On Saturday, I ran my first Rock ‘n’ Roll race. I was expecting it to be poorly run, crowded and generally annoying as I’ve read some poor reviews of these races. Fortunately, I was pleasantly surprised and race day was great. I rode my bike to the start, which was an awesome decision because it was an easy ~4 miles mostly downhill to the race, and I could park my bike right near the start/finish area. I’m sure trying to find parking would have been stressful.

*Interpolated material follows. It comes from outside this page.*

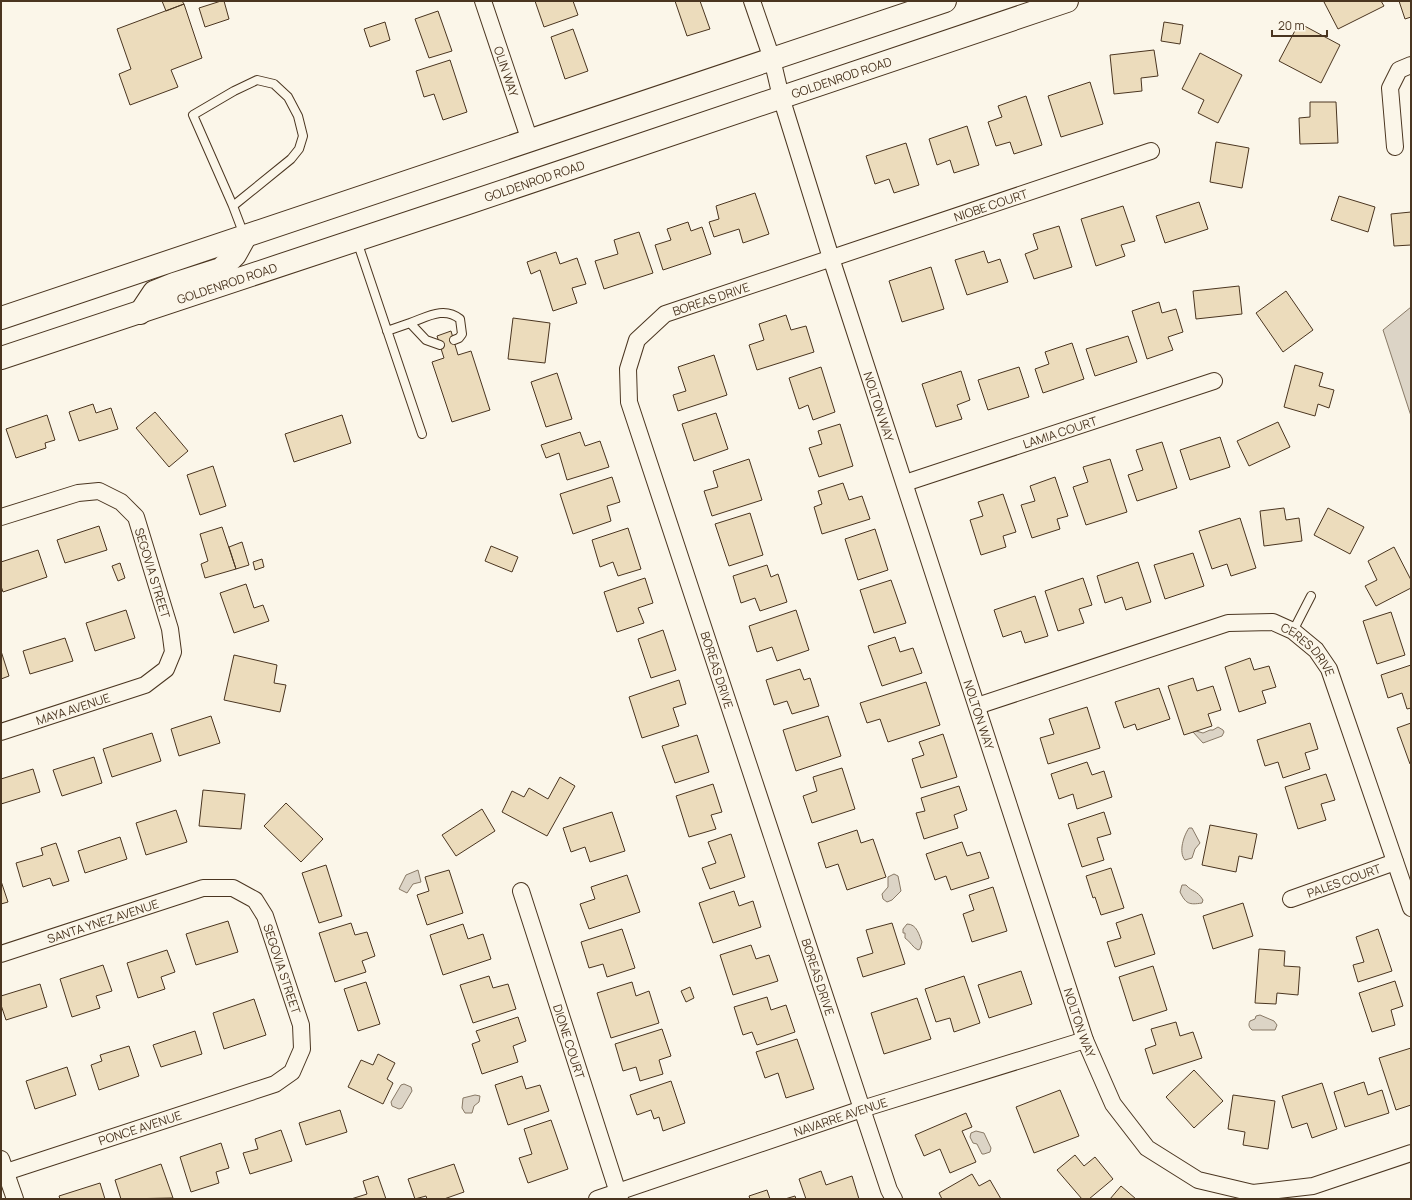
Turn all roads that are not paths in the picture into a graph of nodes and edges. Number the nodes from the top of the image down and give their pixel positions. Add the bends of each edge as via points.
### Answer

As I went to check my gear (which is actually something I’ve never done at a race before because I’m a weirdo) I realized I had left my shoe timing chip at home. I started to freak out when a kind volunteer directed me to the Rock ‘n’ Roll “solutions” tent. Even though I had no cash on me, they gave me a new timing chip and bib and asked me to come back at the end with money. That incident made me feel like the Rock ‘n’ Roll team was well-organized.
I had originally been put in corral 2, but with the new bib I was bumped back to 8. There were over 15,000 runners and 17 corrals! They did wave starts, and I crossed the start line around 10 minutes after the first wave. Because of this setup, I really didn’t have to do much weaving throughout the race. On the other hand, I was always surrounded by people throughout the course.
As the race started, I was feeling pretty good but I could “feel” my IT band, if that makes any sense. I promised myself that I would take walking breaks if that escalated into discomfort. And if discomfort escalated into pain, I would drop out of the race.
I’ve been using Neil’s old iPod for the last few weeks since I couldn’t find my clip on shuffle (I found it after the race in my make-up bag, which tells you how often I wear makeup). I just hold it my hands, and somewhere along mile 3 I dropped it. Although I quickly picked it up, my heart rate felt really high and off after that, so I decided to take a walking break for 30 seconds to calm down.
As the miles continued, I paid close attention to my IT band. Around mile 9 it started to feel more uncomfortable. I expected this, as this is the part of the course where a few rolling hills begin to show up. My lack of training past 10 miles probably didn’t help either! I decided to take 30 second walking breaks, plus walking through some of the water stops. I’m happy to report that this kept the IT band level at “slight discomfort” and it never crossed the line to become painful. By the last mile, it was feeling a lot better and I was able to cruise into the finish.
This may sound lame, but I’m pretty proud of myself for taking this race approach. A few years ago, I would have convinced myself that it is stupid to walk with only four miles left in a race. Then I would have probably re-injured myself and complained when I couldn’t run the next week. I feel like I’m a much smarter runner nowadays, and I can focus on the big picture (running injury-free for a long time) instead of short-term goals (making a certain time in one race). Thanks to big picture thinking (and foam rolling), my IT band feels completely fine today.
I also had two reoccurring thoughts throughout this race. One, I was grateful not to have any time goals. It made the race so much more fun and less pressure. Two, I was very happy to be running 13.1 instead of 26.2. Another sign I’m not quite ready to pull the marathon trigger again.
Considering the race itself, I loved this course and plan to do it again next year. Compared to Colfax, there were a lot more people out cheering (of course, I have no idea if this continued for the full marathon runners). The race started/finished at Civic Center Park, and wound through downtown, some nice neighborhoods, City Park and Cheesman park. Plus the last few miles are slightly downhill, with a steep downhill at the finish line.
This race has confirmed that my love of running and racing has returned. I have another half in early November, and I’m excited that my endurance is well on its way after this weekend. AND I’m actually excited to do some speed work.